Why Passive Network Monitoring Isn’t Truly “Passive”

February 15, 2021

Since around 2016 there has been a term thrown around in the OT cybersecurity world that is a classic case of marketing naming a segment well.

I am of course talking about passive monitoring. This started out with admirable goals to add visibility into the cybersecurity of OT networks. It evolved from the early days of OT protocol firewalls and OT aware signature-based network intrusion detection. This technology has been a driving factor behind the explosion of the OT security market, which is set to surpass $12 billion by 2026. In full disclosure, it is available in our solution, and in the opinion of this author, an invaluable piece of the modern cybersecurity toolkit.

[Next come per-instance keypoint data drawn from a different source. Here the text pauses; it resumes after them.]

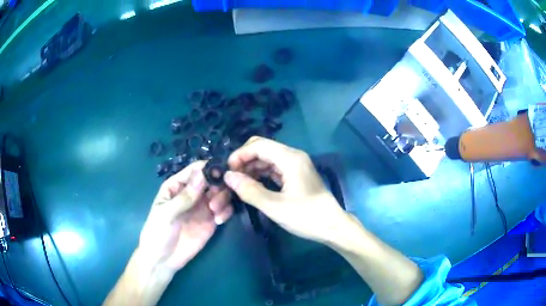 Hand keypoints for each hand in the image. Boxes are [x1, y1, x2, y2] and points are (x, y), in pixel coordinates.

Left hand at [138, 161, 232, 272]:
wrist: (163, 260)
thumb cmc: (158, 233)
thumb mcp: (166, 214)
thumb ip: (184, 197)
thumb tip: (202, 176)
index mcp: (177, 186)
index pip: (195, 170)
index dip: (209, 168)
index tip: (221, 173)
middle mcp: (192, 193)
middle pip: (212, 180)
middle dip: (218, 185)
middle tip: (216, 199)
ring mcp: (202, 207)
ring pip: (220, 193)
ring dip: (223, 199)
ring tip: (215, 213)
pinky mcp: (211, 221)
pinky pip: (224, 210)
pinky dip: (226, 211)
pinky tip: (219, 221)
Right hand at [223, 137, 349, 243]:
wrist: (332, 227)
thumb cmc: (306, 217)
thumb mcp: (275, 206)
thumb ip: (249, 190)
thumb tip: (228, 177)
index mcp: (290, 158)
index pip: (259, 145)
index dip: (240, 154)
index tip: (227, 170)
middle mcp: (293, 156)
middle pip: (263, 148)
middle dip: (245, 159)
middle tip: (232, 177)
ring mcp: (296, 165)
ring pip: (268, 158)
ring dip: (252, 167)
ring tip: (239, 183)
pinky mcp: (296, 175)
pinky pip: (274, 168)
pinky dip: (261, 174)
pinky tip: (253, 184) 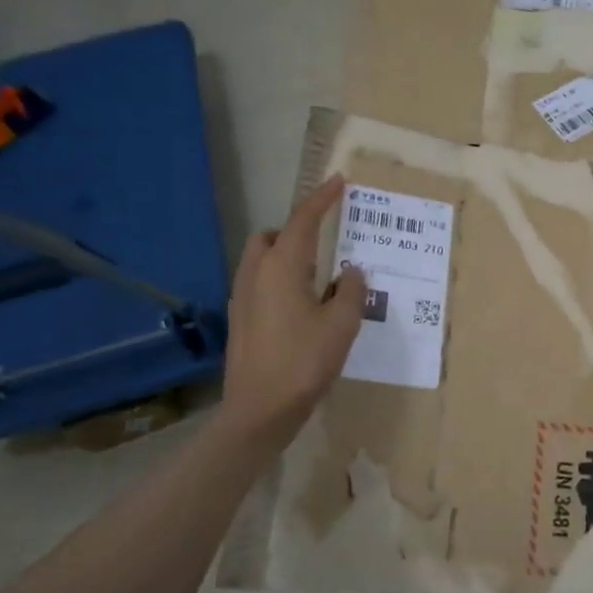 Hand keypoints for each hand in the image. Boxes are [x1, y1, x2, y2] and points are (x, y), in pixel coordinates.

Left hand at [218, 175, 365, 447]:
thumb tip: (352, 271)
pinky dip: (279, 280)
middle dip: (296, 231)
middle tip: (326, 245)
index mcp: (282, 268)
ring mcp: (242, 298)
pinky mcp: (240, 320)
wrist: (260, 410)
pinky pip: (259, 283)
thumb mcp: (342, 325)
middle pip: (272, 236)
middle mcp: (255, 274)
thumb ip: (352, 291)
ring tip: (318, 279)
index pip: (302, 220)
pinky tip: (301, 307)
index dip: (321, 199)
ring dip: (287, 257)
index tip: (338, 182)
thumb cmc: (304, 362)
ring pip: (262, 260) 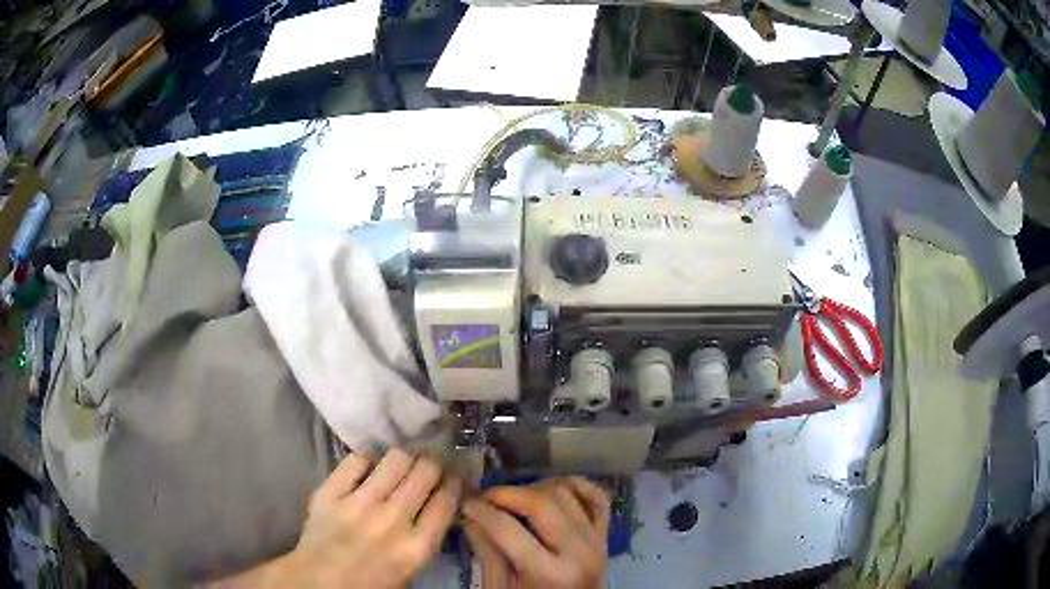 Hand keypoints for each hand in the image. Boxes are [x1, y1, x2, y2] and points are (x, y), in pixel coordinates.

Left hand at [238, 450, 460, 587]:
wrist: (319, 582)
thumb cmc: (370, 583)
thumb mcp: (411, 570)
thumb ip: (426, 538)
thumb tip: (438, 503)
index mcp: (416, 546)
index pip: (446, 500)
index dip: (454, 481)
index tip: (454, 474)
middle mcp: (392, 520)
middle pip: (425, 472)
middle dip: (434, 461)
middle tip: (432, 459)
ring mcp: (358, 503)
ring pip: (395, 460)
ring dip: (405, 456)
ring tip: (404, 458)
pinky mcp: (330, 492)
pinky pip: (356, 460)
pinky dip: (367, 458)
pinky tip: (370, 462)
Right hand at [463, 476, 609, 588]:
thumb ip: (488, 554)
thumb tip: (471, 516)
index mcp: (550, 574)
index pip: (508, 529)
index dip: (481, 511)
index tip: (466, 504)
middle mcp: (579, 552)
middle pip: (541, 502)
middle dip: (507, 494)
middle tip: (486, 499)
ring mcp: (597, 541)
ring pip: (566, 493)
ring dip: (536, 489)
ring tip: (515, 501)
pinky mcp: (605, 535)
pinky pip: (597, 497)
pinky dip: (575, 486)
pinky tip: (551, 491) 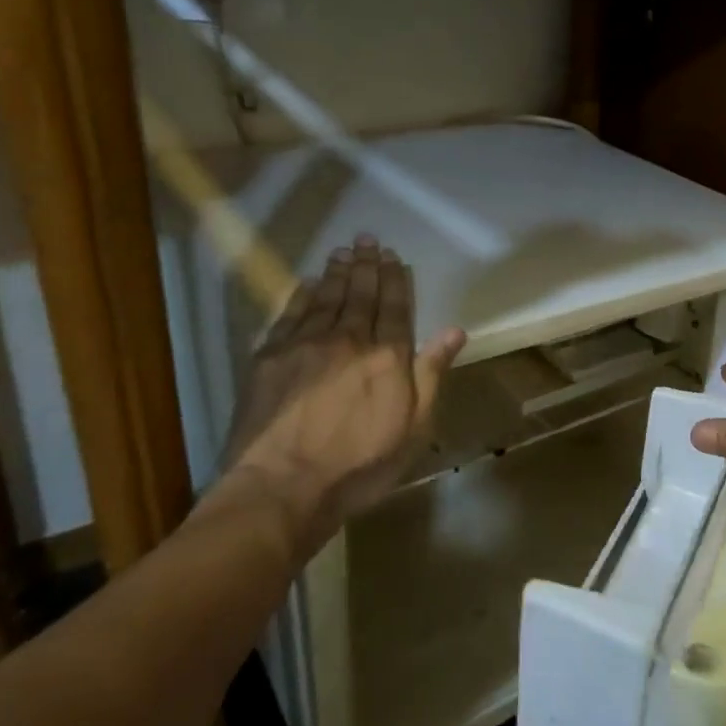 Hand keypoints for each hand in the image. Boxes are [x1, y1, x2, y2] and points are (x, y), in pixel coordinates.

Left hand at [212, 234, 464, 553]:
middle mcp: (348, 339)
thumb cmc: (359, 465)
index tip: (395, 257)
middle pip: (361, 294)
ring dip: (337, 272)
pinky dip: (302, 294)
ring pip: (326, 297)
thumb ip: (431, 374)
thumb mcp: (413, 427)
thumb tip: (454, 331)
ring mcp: (306, 345)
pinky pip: (292, 314)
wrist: (284, 486)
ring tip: (344, 251)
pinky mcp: (271, 356)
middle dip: (367, 265)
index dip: (396, 280)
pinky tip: (308, 281)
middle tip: (369, 239)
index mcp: (387, 357)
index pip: (396, 307)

But what is passive monitoring really? Because that’s a non-descriptive marketing term. It has all the feel of cookies, cozy blankets and a roaring fire in a remote log cabin. It is soothing wellness yoga in a world full of Fear, Uncertainty and Doubt (FUD). What it really is, and I how I refer to it for the rest of the article is network protocol analysis. This is the term MITRE uses when describing it as data source tool for discovery of techniques. More Cylon or Dalek sounding, and less stuffed teddy bear. It’s also way harder to say it three times fast, which is a requirement for any word or phrase a sales engineer says.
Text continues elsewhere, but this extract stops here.